**ACTIVITY:** In the records below, begin at the line that has "18, 28, f1, paint);" and stop after the line that has "18, 262, f1, paint);"; quote those lines verbatim and nothing more.

**DATA TO USE:**
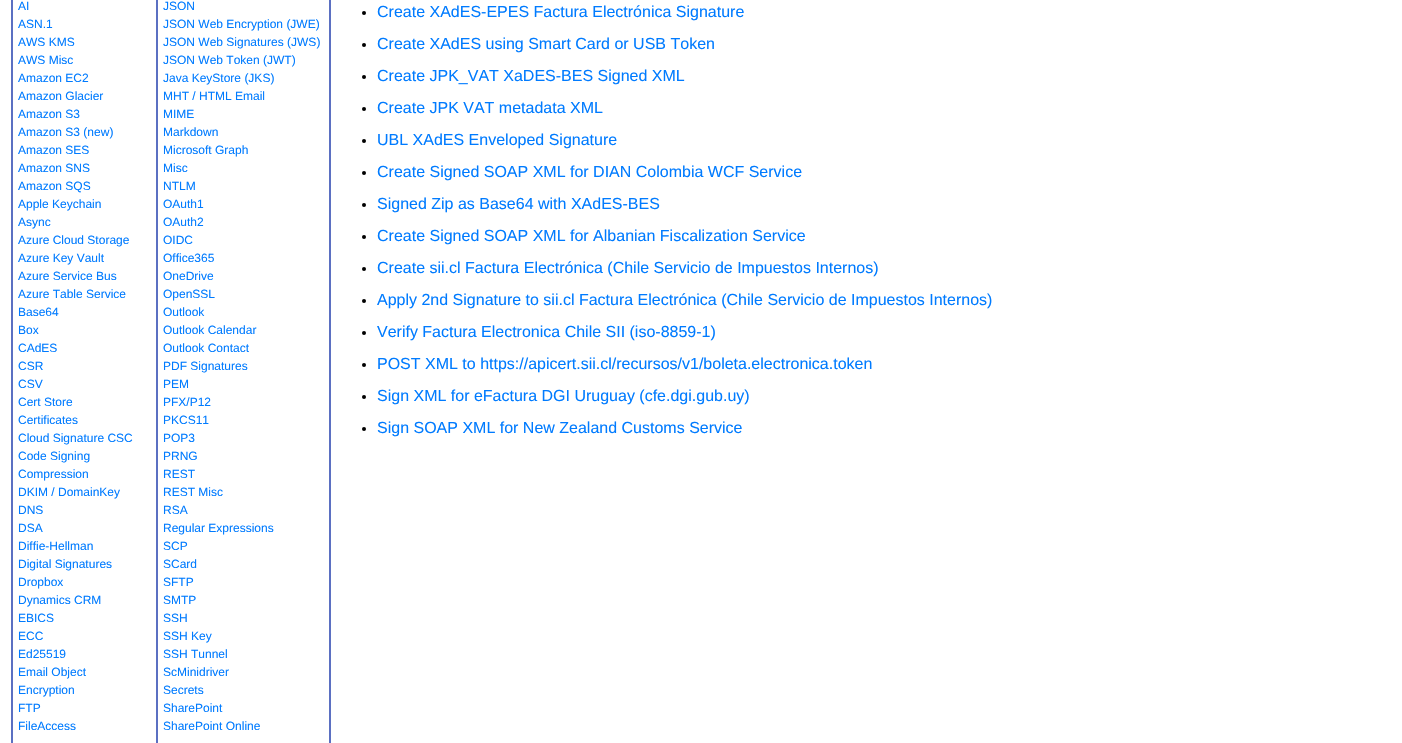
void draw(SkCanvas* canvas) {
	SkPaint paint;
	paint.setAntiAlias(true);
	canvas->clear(0xffffffff);
	paint.setStroke(true);
	paint.setStrokeWidth(1);
	paint.setColor(0xff5b70c2);
	canvas->drawRect(SkRect::MakeXYWH(11.5, -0.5, 319, 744), paint);
	canvas->drawRect(SkRect::MakeXYWH(12.5, -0.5, 144, 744), paint);
	SkFont f1(fontMgr->matchFamilyStyle("Liberation Sans", SkFontStyle::Normal()), 12);
	f1.setSubpixel(true);
	paint.setStroke(false);
	paint.setColor(0xff007bff);
	canvas->drawString("AI", 18, 10, f1, paint);
	canvas->drawString("ASN.1", 18, 28, f1, paint);
	canvas->drawString("AWS KMS", 18, 46, f1, paint);
	canvas->drawString("AWS Misc", 18, 64, f1, paint);
	canvas->drawString("Amazon EC2", 18, 82, f1, paint);
	canvas->drawString("Amazon Glacier", 18, 100, f1, paint);
	canvas->drawString("Amazon S3", 18, 118, f1, paint);
	canvas->drawString("Amazon S3 (new)", 18, 136, f1, paint);
	canvas->drawString("Amazon SES", 18, 154, f1, paint);
	canvas->drawString("Amazon SNS", 18, 172, f1, paint);
	canvas->drawString("Amazon SQS", 18, 190, f1, paint);
	canvas->drawString("Apple Keychain", 18, 208, f1, paint);
	canvas->drawString("Async", 18, 226, f1, paint);
	canvas->drawString("Azure Cloud Storage", 18, 244, f1, paint);
	canvas->drawString("Azure Key Vault", 18, 262, f1, paint);
	canvas->drawString("Azure Service Bus", 18, 280, f1, paint);
	canvas->drawString("Azure Table Service", 18, 298, f1, paint);
	canvas->drawString("Base64", 18, 316, f1, paint);
	canvas->drawString("Box", 18, 334, f1, paint);
	canvas->drawString("CAdES", 18, 352, f1, paint);
	canvas->drawString("CSR", 18, 370, f1, paint);
	canvas->drawString("CSV", 18, 388, f1, paint);
	canvas->drawString("Cert Store", 18, 406, f1, paint);
	canvas->drawString("Certificates", 18, 424, f1, paint);
	canvas->drawString("Cloud Signature CSC", 18, 442, f1, paint);
	canvas->drawString("Code Signing", 18, 460, f1, paint);
	canvas->drawString("Compression", 18, 478, f1, paint);
	canvas->drawString("DKIM / DomainKey", 18, 496, f1, paint);
	canvas->drawString("DNS", 18, 514, f1, paint);
	canvas->drawString("DSA", 18, 532, f1, paint);
	canvas->drawString("Diffie-Hellman", 18, 550, f1, paint);
	canvas->drawString("Digital Signatures", 18, 568, f1, paint);
	canvas->drawString("Dropbox", 18, 586, f1, paint);
	canvas->drawString("Dynamics CRM", 18, 604, f1, paint);
	canvas->drawString("EBICS", 18, 622, f1, paint);
	canvas->drawString("ECC", 18, 640, f1, paint);
	canvas->drawString("Ed25519", 18, 658, f1, paint);
	canvas->drawString("Email Object", 18, 676, f1, paint);
	canvas->drawString("Encryption", 18, 694, f1, paint);
	canvas->drawString("FTP", 18, 712, f1, paint);
	canvas->drawString("FileAccess", 18, 730, f1, paint);
	paint.setStroke(true);
	paint.setColor(0xff5b70c2);
	canvas->drawRect(SkRect::MakeXYWH(157.5, -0.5, 172, 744), paint);
	paint.setStroke(false);
	paint.setColor(0xff007bff);
	canvas->drawString("JSON", 163, 10, f1, paint);
	canvas->drawString("JSON Web Encryption (JWE)", 163, 28, f1, paint);
	canvas->drawString("JSON Web Signatures (JWS)", 163, 46, f1, paint);
	canvas->drawString("JSON Web Token (JWT)", 163, 64, f1, paint);
	canvas->drawString("Java KeyStore (JKS)", 163, 82, f1, paint);
	canvas->drawString("MHT / HTML Email", 163, 100, f1, paint);
	canvas->drawString("MIME", 163, 118, f1, paint);
	canvas->drawString("Markdown", 163, 136, f1, paint);
	canvas->drawString("Microsoft Graph", 163, 154, f1, paint);
	canvas->drawString("Misc", 163, 172, f1, paint);
	canvas->drawString("NTLM", 163, 190, f1, paint);
	canvas->drawString("OAuth1", 163, 208, f1, paint);
	canvas->drawString("OAuth2", 163, 226, f1, paint);
	canvas->drawString("OIDC", 163, 244, f1, paint);
	canvas->drawString("Office365", 163, 262, f1, paint);
	canvas->drawString("OneDrive", 163, 280, f1, paint);
	canvas->drawString("OpenSSL", 163, 298, f1, paint);
	canvas->drawString("Outlook", 163, 316, f1, paint);
	canvas->drawString("Outlook Calendar", 163, 334, f1, paint);
	canvas->drawString("Outlook Contact", 163, 352, f1, paint);
	canvas->drawString("PDF Signatures", 163, 370, f1, paint);
	canvas->drawString("PEM", 163, 388, f1, paint);
	canvas->drawString("PFX/P12", 163, 406, f1, paint);
	canvas->drawString("PKCS11", 163, 424, f1, paint);
	canvas->drawString("POP3", 163, 442, f1, paint);
	canvas->drawString("PRNG", 163, 460, f1, paint);
	canvas->drawString("REST", 163, 478, f1, paint);
	canvas->drawString("REST Misc", 163, 496, f1, paint);
	canvas->drawString("RSA", 163, 514, f1, paint);
	canvas->drawString("Regular Expressions", 163, 532, f1, paint);
	canvas->drawString("SCP", 163, 550, f1, paint);
	canvas->drawString("SCard", 163, 568, f1, paint);
	canvas->drawString("SFTP", 163, 586, f1, paint);
	canvas->drawString("SMTP", 163, 604, f1, paint);
	canvas->drawString("SSH", 163, 622, f1, paint);
	canvas->drawString("SSH Key", 163, 640, f1, paint);
	canvas->drawString("SSH Tunnel", 163, 658, f1, paint);
	canvas->drawString("ScMinidriver", 163, 676, f1, paint);
	canvas->drawString("Secrets", 163, 694, f1, paint);
	canvas->drawString("SharePoint", 163, 712, f1, paint);
	canvas->drawString("SharePoint Online", 163, 730, f1, paint);
	paint.setColor(0xff000000);
	canvas->drawCircle(364, 13, 2, paint);
	SkFont f2(fontMgr->matchFamilyStyle("Liberation Sans", SkFontStyle::Normal()), 16);
	f2.setSubpixel(true);
	paint.setColor(0xff007bff);
	canvas->drawString("Create XAdES-EPES Factura Electrónica Signature", 377, 17, f2, paint);
	paint.setColor(0xff000000);
	canvas->drawCircle(364, 45, 2, paint);
	paint.setColor(0xff007bff);
	canvas->drawString("Create XAdES using Smart Card or USB Token", 377, 49, f2, paint);
	paint.setColor(0xff000000);
	canvas->drawCircle(364, 77, 2, paint);
	paint.setColor(0xff007bff);
	canvas->drawString("Create JPK_VAT XaDES-BES Signed XML", 377, 81, f2, paint);
	paint.setColor(0xff000000);
	canvas->drawCircle(364, 109, 2, paint);
	paint.setColor(0xff007bff);
	canvas->drawString("Create JPK VAT metadata XML", 377, 113, f2, paint);
	paint.setColor(0xff000000);
	canvas->drawCircle(364, 141, 2, paint);
	paint.setColor(0xff007bff);
	canvas->drawString("UBL XAdES Enveloped Signature", 377, 145, f2, paint);
	paint.setColor(0xff000000);
	canvas->drawCircle(364, 173, 2, paint);
	paint.setColor(0xff007bff);
	canvas->drawString("Create Signed SOAP XML for DIAN Colombia WCF Service", 377, 177, f2, paint);
	paint.setColor(0xff000000);
	canvas->drawCircle(364, 205, 2, paint);
	paint.setColor(0xff007bff);
	canvas->drawString("Signed Zip as Base64 with XAdES-BES", 377, 209, f2, paint);
	paint.setColor(0xff000000);
	canvas->drawCircle(364, 237, 2, paint);
	paint.setColor(0xff007bff);
	canvas->drawString("Create Signed SOAP XML for Albanian Fiscalization Service", 377, 241, f2, paint);
	paint.setColor(0xff000000);
	canvas->drawCircle(364, 269, 2, paint);
	paint.setColor(0xff007bff);
	canvas->drawString("Create sii.cl Factura Electrónica (Chile Servicio de Impuestos Internos)", 377, 273, f2, paint);
	paint.setColor(0xff000000);
	canvas->drawCircle(364, 301, 2, paint);
	paint.setColor(0xff007bff);
	canvas->drawString("Apply 2nd Signature to sii.cl Factura Electrónica (Chile Servicio de Impuestos Internos)", 377, 305, f2, paint);
	paint.setColor(0xff000000);
	canvas->drawCircle(364, 333, 2, paint);
	paint.setColor(0xff007bff);
	canvas->drawString("Verify Factura Electronica Chile SII (iso-8859-1)", 377, 337, f2, paint);
	paint.setColor(0xff000000);
	canvas->drawCircle(364, 365, 2, paint);
	paint.setColor(0xff007bff);
	canvas->drawString("POST XML to https://apicert.sii.cl/recursos/v1/boleta.electronica.token", 377, 369, f2, paint);
	paint.setColor(0xff000000);
	canvas->drawCircle(364, 397, 2, paint);
	paint.setColor(0xff007bff);
	canvas->drawString("Sign XML for eFactura DGI Uruguay (cfe.dgi.gub.uy)", 377, 401, f2, paint);
	paint.setColor(0xff000000);
	canvas->drawCircle(364, 429, 2, paint);
	paint.setColor(0xff007bff);
	canvas->drawString("Sign SOAP XML for New Zealand Customs Service", 377, 433, f2, paint);
}
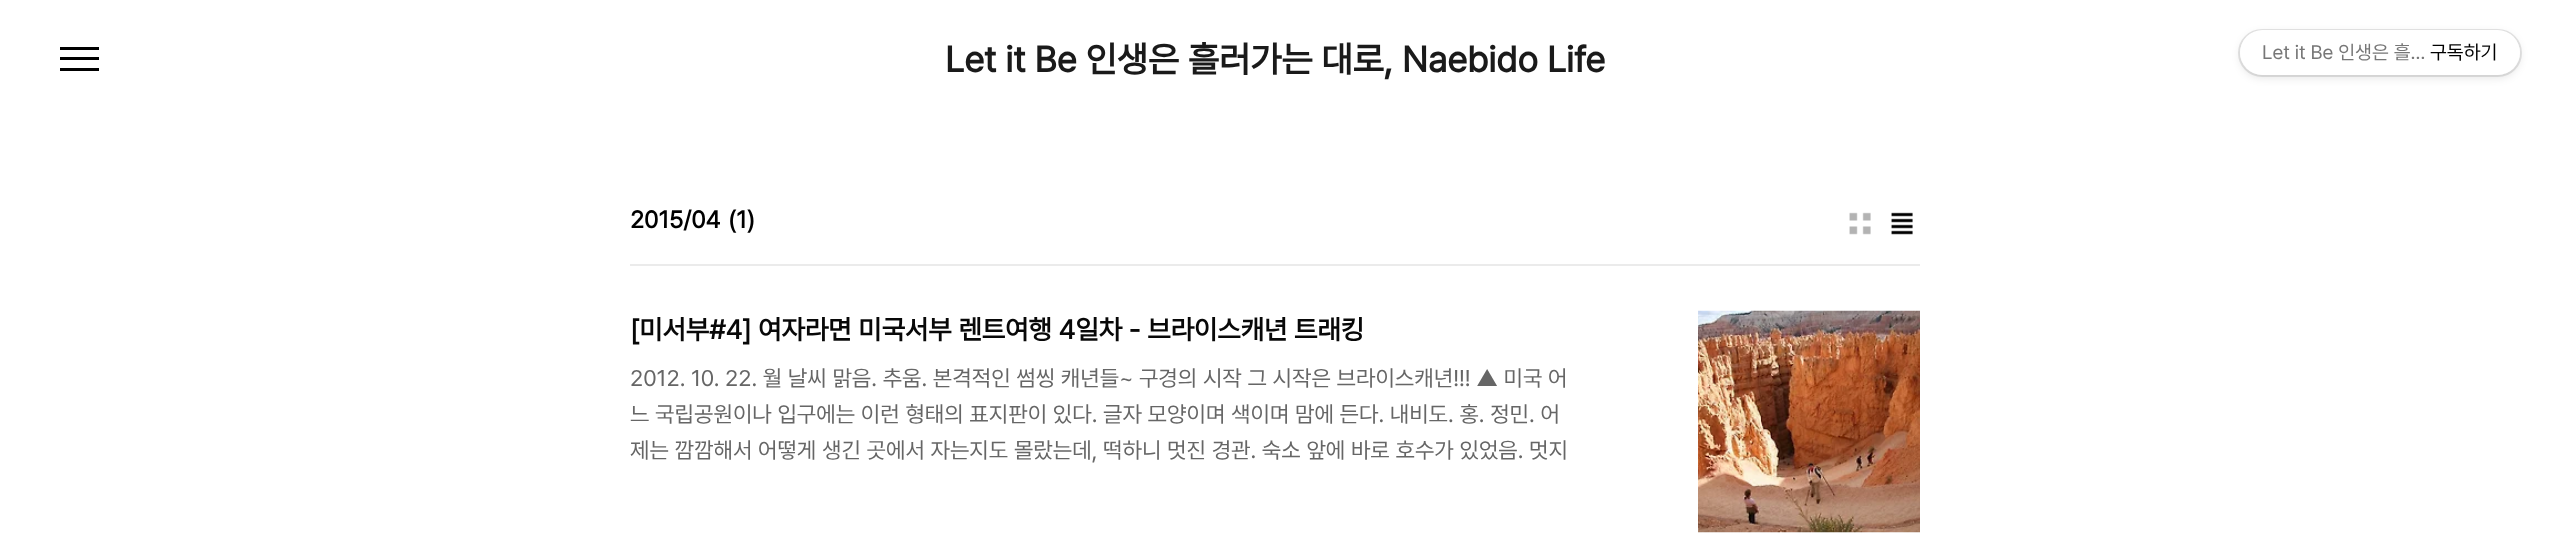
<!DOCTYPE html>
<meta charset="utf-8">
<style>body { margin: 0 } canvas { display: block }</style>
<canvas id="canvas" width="2549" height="555"></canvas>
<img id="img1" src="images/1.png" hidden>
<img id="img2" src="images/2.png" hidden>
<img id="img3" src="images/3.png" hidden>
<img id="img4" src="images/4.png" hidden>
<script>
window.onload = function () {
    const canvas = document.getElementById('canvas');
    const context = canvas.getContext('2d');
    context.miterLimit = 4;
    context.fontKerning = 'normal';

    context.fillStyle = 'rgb(255, 255, 255)';
    context.fillRect(0, 0, 2549, 555);
    context.fillStyle = 'rgb(0, 0, 0)';
    context.fillRect(60, 47, 39, 3);
    context.fillRect(60, 57, 39, 3);
    context.fillRect(60, 68, 39, 3);
    context.drawImage(document.getElementById('img1'), 2504, 73, 1, 1);
    context.fillStyle = 'rgb(235, 235, 235)';
    context.fillRect(630, 264, 1290, 2);
    context.drawImage(document.getElementById('img2'), 1849, 212, 22, 23);
    context.drawImage(document.getElementById('img3'), 1891, 212, 22, 23);
    context.drawImage(document.getElementById('img4'), 1698, 310, 222, 223);
    context.fillStyle = 'rgba(0, 0, 0, 0.1)';
    context.filter = 'blur(4px)';
    context.beginPath();
    context.roundRect(2240, 33, 280, 45, 22.5);
    context.fill();
    context.filter = 'none';
    context.beginPath();
    context.roundRect(2239, 30, 282, 46, 23);
    context.strokeStyle = 'rgba(0, 0, 0, 0.1)';
    context.lineWidth = 2;
    context.stroke();
    context.fillStyle = 'rgb(255, 255, 255)';
    context.beginPath();
    context.roundRect(2240, 30, 280, 45, 22.5);
    context.fill();
    context.font = 'bold 36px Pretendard';
    context.fillStyle = 'rgb(26, 26, 26)';
    context.fillText('Let it Be 인생은 흘러가는 대로, Naebido Life', 945, 72);
    context.font = 'bold 24px Pretendard';
    context.fillStyle = 'rgb(0, 0, 0)';
    context.fillText('2015/04', 630, 228);
    context.fillText('(1)', 728, 228);
    context.font = 'bold 27px Pretendard';
    context.fillStyle = 'rgb(8, 8, 8)';
    context.fillText('[미서부#4] 여자라면 미국서부 렌트여행 4일차 - 브라이스캐년 트래킹', 630, 339);
    context.font = '22.5px Pretendard';
    context.fillStyle = 'rgb(102, 102, 102)';
    context.fillText('2012. 10. 22. 월 날씨 맑음. 추움. 본격적인 썸씽 캐년들~ 구경의 시작 그 시작은 브라이스캐년!!! ▲ 미국 어', 630, 386);
    context.fillText('느 국립공원이나 입구에는 이런 형태의 표지판이 있다. 글자 모양이며 색이며 맘에 든다. 내비도. 홍. 정민. 어', 630, 422);
    context.fillText('제는 깜깜해서 어떻게 생긴 곳에서 자는지도 몰랐는데, 떡하니 멋진 경관. 숙소 앞에 바로 호수가 있었음. 멋지', 630, 458);
    context.font = '19.5px Pretendard';
    context.fillStyle = 'rgb(119, 119, 119)';
    context.fillText('Let it Be 인생은 흘…', 2262, 59);
    context.fillStyle = 'rgb(0, 0, 0)';
    context.fillText('구독하기', 2430, 59);
};
</script>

**PROBLEM SOLUTION:**
	canvas->drawString("ASN.1", 18, 28, f1, paint);
	canvas->drawString("AWS KMS", 18, 46, f1, paint);
	canvas->drawString("AWS Misc", 18, 64, f1, paint);
	canvas->drawString("Amazon EC2", 18, 82, f1, paint);
	canvas->drawString("Amazon Glacier", 18, 100, f1, paint);
	canvas->drawString("Amazon S3", 18, 118, f1, paint);
	canvas->drawString("Amazon S3 (new)", 18, 136, f1, paint);
	canvas->drawString("Amazon SES", 18, 154, f1, paint);
	canvas->drawString("Amazon SNS", 18, 172, f1, paint);
	canvas->drawString("Amazon SQS", 18, 190, f1, paint);
	canvas->drawString("Apple Keychain", 18, 208, f1, paint);
	canvas->drawString("Async", 18, 226, f1, paint);
	canvas->drawString("Azure Cloud Storage", 18, 244, f1, paint);
	canvas->drawString("Azure Key Vault", 18, 262, f1, paint);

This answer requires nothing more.